Specific staining and analysis of PtC-Specific B cells in pAPS using PtC liposomes. (A) Overlay of PtC-specific B cells stained with either CF594 labeled PtC liposomes, OG labeled liposomes, non-fluorescent control liposomes or without the addition of any liposomes (FMO). (B) Representative dot plot for the identification of PtC-specific B cells. Only B cells that are positive for both PtC-CF594 and PtC-OG were considered autoantigen-specific. (C) Two representative pseudocolor dot plots of PtC-specific B cells with a complete staining (left) and after blocking of specific binding-sites with non-fluorescent control liposomes (right). (D) Quantification of the relative decrease in PtC-specific B cells in 4 representative samples before- and after blocking with non-fluorescent control liposomes. (E) Frequencies of PtC-specific B cells and their distribution to major B cell subsets.

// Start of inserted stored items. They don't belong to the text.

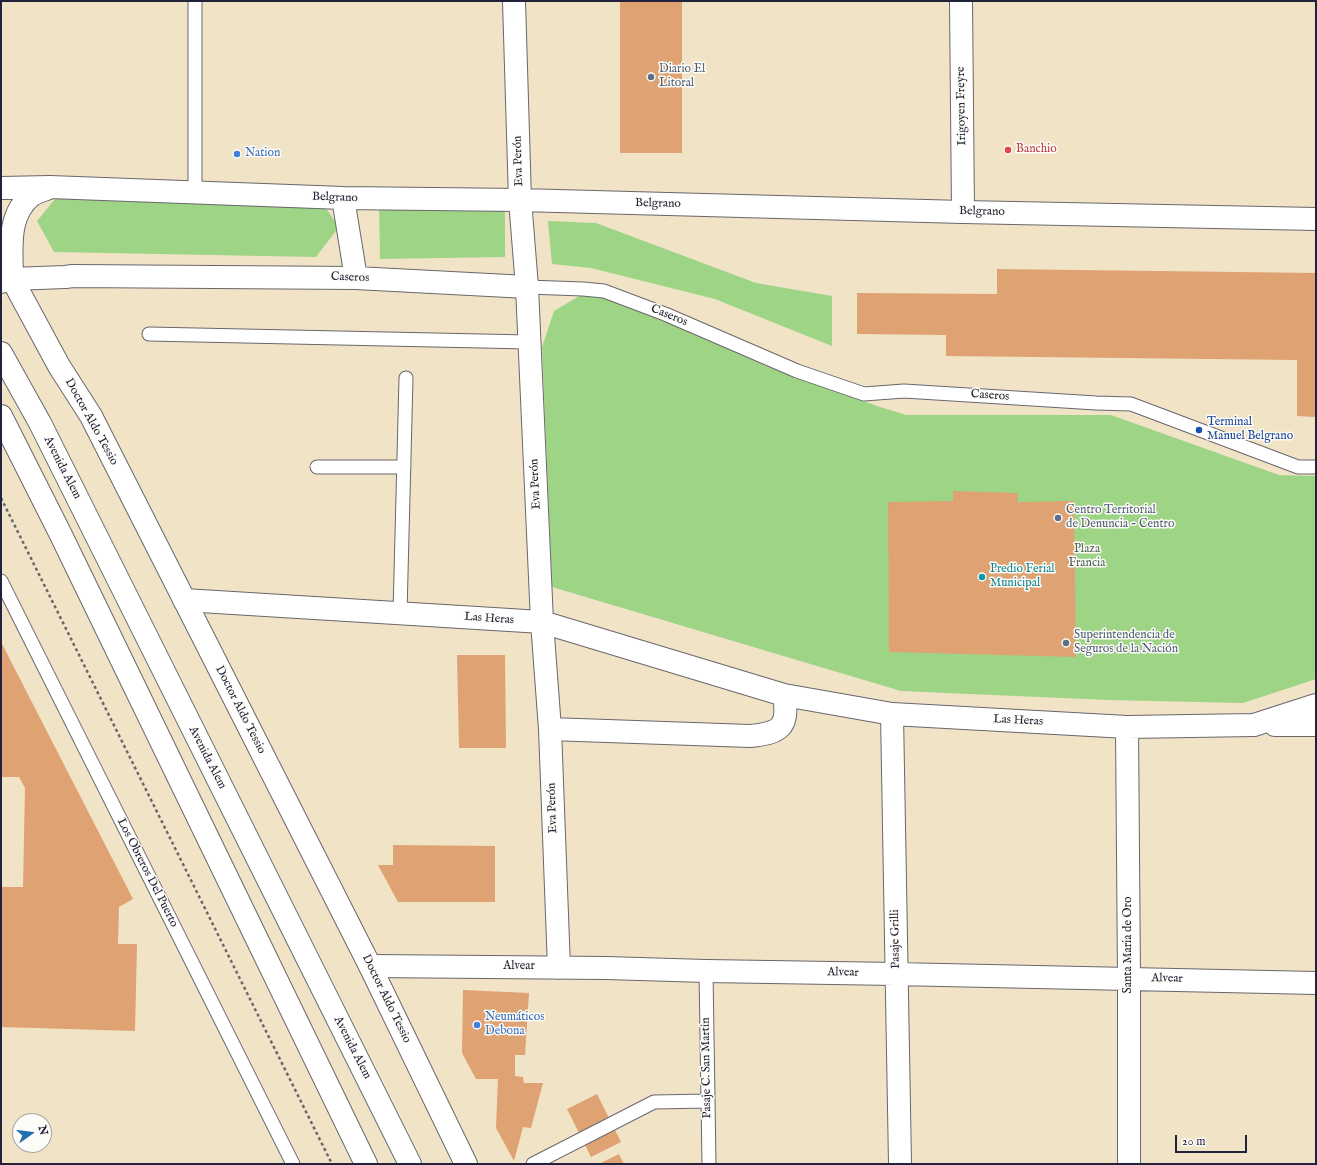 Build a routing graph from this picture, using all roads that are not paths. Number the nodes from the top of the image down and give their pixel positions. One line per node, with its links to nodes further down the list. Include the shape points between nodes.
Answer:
1 (195, 1): 6 (lane)
2 (514, 1): 8 (main road, Eva Perón)
3 (961, 1): 9 (main road, Irigoyen Freyre)
4 (1, 188): 5 (main road, Belgrano)
5 (50, 188): 6 (main road, Belgrano); 11 (main road, via 32,195 15,218)
6 (196, 193): 7 (main road, Belgrano)
7 (343, 198): 8 (main road, Belgrano); 12 (main road)
8 (520, 200): 9 (main road, Belgrano); 13 (main road, Eva Perón)
9 (963, 212): 10 (main road, Belgrano)
10 (1316, 219)
11 (5, 275): 12 (main road, Caseros); 25 (main road, Doctor Aldo Tessio, via 91,416)
12 (356, 278): 13 (main road, Caseros)
13 (527, 287): 15 (main road, Eva Perón); 22 (lane, Caseros, via 604,291 665,314 797,371 864,394 904,391 1096,404 1131,404 1298,467)
14 (149, 334): 15 (lane)
15 (529, 342): 27 (main road, Eva Perón)
16 (1, 353): 45 (main road, Avenida Alem, via 43,430)
17 (406, 378): 21 (lane)
18 (1, 416): 23 (main road)
19 (1, 445): 23 (main road)
20 (317, 467): 21 (lane)
21 (404, 467): 26 (lane)
22 (1316, 467)
23 (60, 534): 44 (main road)
24 (1, 581): 43 (lane, Los Obreros Del Puerto)
25 (184, 600): 26 (main road, Las Heras); 35 (main road, Doctor Aldo Tessio)
26 (400, 613): 27 (main road, Las Heras)
27 (542, 622): 28 (main road, Las Heras); 34 (main road, Eva Perón)
28 (784, 695): 30 (main road, Las Heras); 34 (main road, via 784,722 773,732 766,734 750,736)
29 (1316, 705): 31 (main road, Las Heras)
30 (892, 714): 33 (main road, Las Heras); 38 (main road, Pasaje Grilli)
31 (1254, 725): 32 (main road, Las Heras); 33 (main road, Las Heras)
32 (1316, 725)
33 (1127, 727): 39 (main road, Santa Maria de Oro)
34 (550, 729): 36 (main road, Eva Perón)
35 (370, 966): 36 (main road, Alvear); 46 (main road, Doctor Aldo Tessio)
36 (559, 968): 37 (main road, Alvear)
37 (706, 971): 38 (main road, Alvear); 41 (lane, Pasaje C. San Martin)
38 (896, 974): 39 (main road, Alvear); 48 (main road, Pasaje Grilli)
39 (1129, 978): 40 (main road, Alvear); 49 (main road, Santa Maria de Oro)
40 (1316, 982)
41 (708, 1101): 42 (lane, via 654,1102); 47 (lane, Pasaje C. San Martin)
42 (538, 1163)
43 (293, 1164)
44 (366, 1164)
45 (410, 1164)
46 (466, 1164)
47 (709, 1164)
48 (900, 1164)
49 (1129, 1164)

B cell subsets were classified as in Figure 1 . (F) Frequencies of atypical PtC⁺⁺CD21^low and PtC⁺⁺CD11c^high B cells among the cohorts. PtC, phosphatidylcholine; APS, antiphospholipid syndrome; pAPS, primary APS; sAPS, secondary APS; HC, healthy control; USM, unswitched memory; SM, switched memory; DN, double negative; OG, Oregon-Green. Statistics: Wilcoxon rank-sum testreference group: HC*p<0.05, **p<0.01, ****p<0.0001.